I still have to remind myself sometimes that my apartment burned down. I've found it comforting to be in my car. Not much has changed about my car. It looks the same as it did before the fire, with much of the same stuff in it. There I can almost forget that I have lost so much that night. Almost. My life experience is very much displayed on my car. There is a bumper sticker about social workers, and a few representing my alma mater. There is one about a cat in heat standing next to the scratching post like it was a hooker under a lamp post. Hilarious, and a few other funnies. There are other cause oriented ones on there, or representing something such as music. Most, however, are from places I've been. Las Vegas. Northwest Territories, The Grand Canyon, Ragged Ass Road in Yellowknife, Dawson City in the Yukon, Chicken Alaska, and so on. Now they are my only souvenirs. All the more reason to return to visit those places again. I also had a great deal of my camping gear in my car. camping dishes, MEC pots, real cutlery, propane stove, axe, and so on. Stuffed in around the dishes were some items I had packed last winter in anticipation of camping with the non-resident daughter last Christmas...they are all Christmas prints kitchen things - tea towel, oven mitt, placemats, etc. Weird.
Also in my car were some other useful items - a pair of sneakers, flip flops, WD40, rope, and a sleeping bag. Unfortunately I had brought my new one I bought this year into the house to store. The old one is too small, as I bought it not realizing it was a narrow fit bag. When I'm in , I can't move. So now I guess that is motivation to lose weight - so I can fit into the only sleeping bag I have. Then I remembered that my dad left his really nice sleeping bag, and I hadn't brought it home from Grand Bruit yet. Perfect. I hope to get that sometime this winter, along with many other things I had packed up in my old house there, and from my parent's home.

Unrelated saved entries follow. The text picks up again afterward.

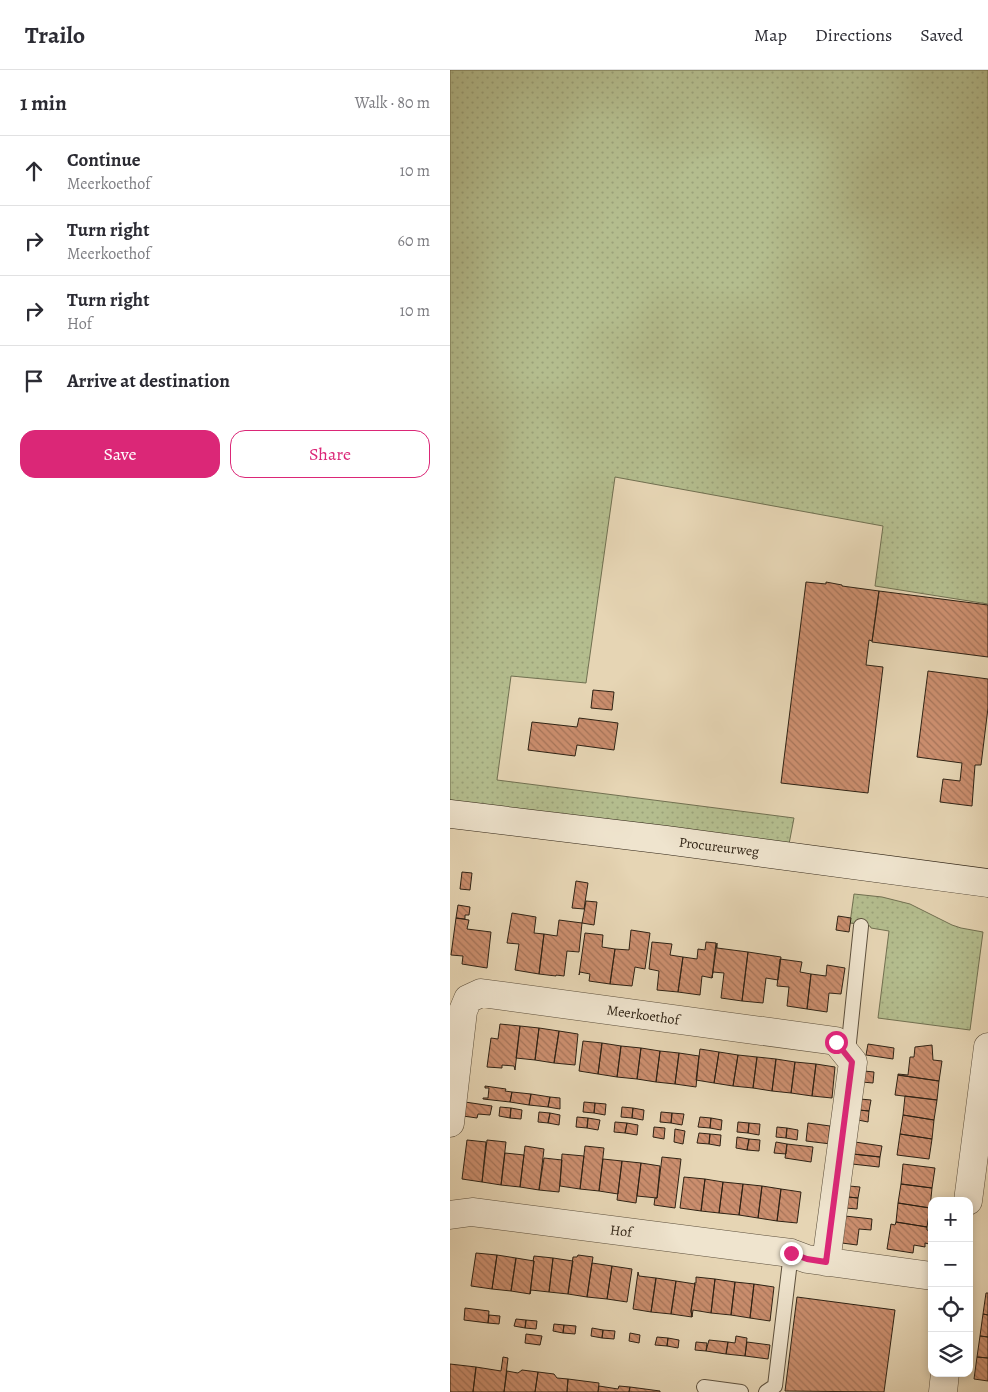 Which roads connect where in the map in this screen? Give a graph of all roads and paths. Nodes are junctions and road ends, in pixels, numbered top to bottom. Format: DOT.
graph roads {
  1 [pos="450,814"];
  2 [pos="988,884"];
  3 [pos="861,926"];
  4 [pos="456,1008"];
  5 [pos="988,1047"];
  6 [pos="843,1050"];
  7 [pos="450,1123"];
  8 [pos="975,1194"];
  9 [pos="450,1215"];
  10 [pos="791,1253"];
  11 [pos="826,1262"];
  12 [pos="928,1275"];
  13 [pos="944,1377"];
  14 [pos="704,1387"];
  15 [pos="741,1392"];
  16 [pos="766,1392"];
  17 [pos="942,1392"];
  1 -- 2 [label="street, Procureurweg"];
  3 -- 6 [label="lane"];
  4 -- 6 [label="street, Meerkoethof"];
  4 -- 7 [label="street"];
  5 -- 8 [label="street"];
  6 -- 11 [label="street"];
  9 -- 10 [label="street, Hof"];
  10 -- 11 [label="street, Hof"];
  10 -- 16 [label="lane"];
  11 -- 12 [label="street, Hof"];
  13 -- 17 [label="street"];
  14 -- 15 [label="lane"];
}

It has been a super busy weekend, with so much to do. I felt almost frantic, wanting to power through getting some necessities, so I can relax. I have a hard time relaxing. I force myself, but it doesn't last long. There is so much to do, that it nearly overwhelms me. Then I take a deep breath and slow down for a few minutes, regroup and prioritize. Tomorrow will be another super busy day. I have to get my driver's license replaced, along with health card, bank card, credit card, and so on. At least I have my passport and birth certificate. They were in the firesafe I had in my bedroom closet. Phew. Waiting for a birth certificate would probably just about finish me off. If you don't live in the province in which you were born, you can't get a rush certificate. You have to wait, sometimes for months.
This loss has also been somewhat freeing. I will strive not to re-accumulate STUFF this time around. I want to hit the road in April if possible, even after all this, so with owning very little, there is so much less to deal with. Each time I have moved, it is dealing with STUFF that wears me down. Moving stuff from one place to the next, selling stuff, packing stuff, throwing stuff out, giving stuff away, and buying stuff, which can be equally exhausting. Sure it's great to have new stuff, but this year, in buying mostly new stuff, I then had to deal with it. Paying for it isn't always the most challenging. Then I had to stuff it into my car, drag it up out of my car over the steps to my apartment, take all the packaging off, try putting it together, and then find a place for it, before sorting through all of the packaging I now had to deal with. Nothing can go in the same place. Styrofoam forms, plastic bags, paper instruction manuals in 17 languages, extra parts, receipts, bags, boxes, staples, packaging materials galore. The only thing I bought that I did not have to put together or do anything with was my sofa. Even my chair & 1/2 I had to flip over and cover the bottom of the legs with non scratching thingys. Which I had to buy also. Stuff may be just stuff, but there is a great deal of work in accumulating it. It doesn't just show up in its proper place ready to use. And I had sold, thrown out, or given away so much up north that I had a lot of shopping to do even for the basics.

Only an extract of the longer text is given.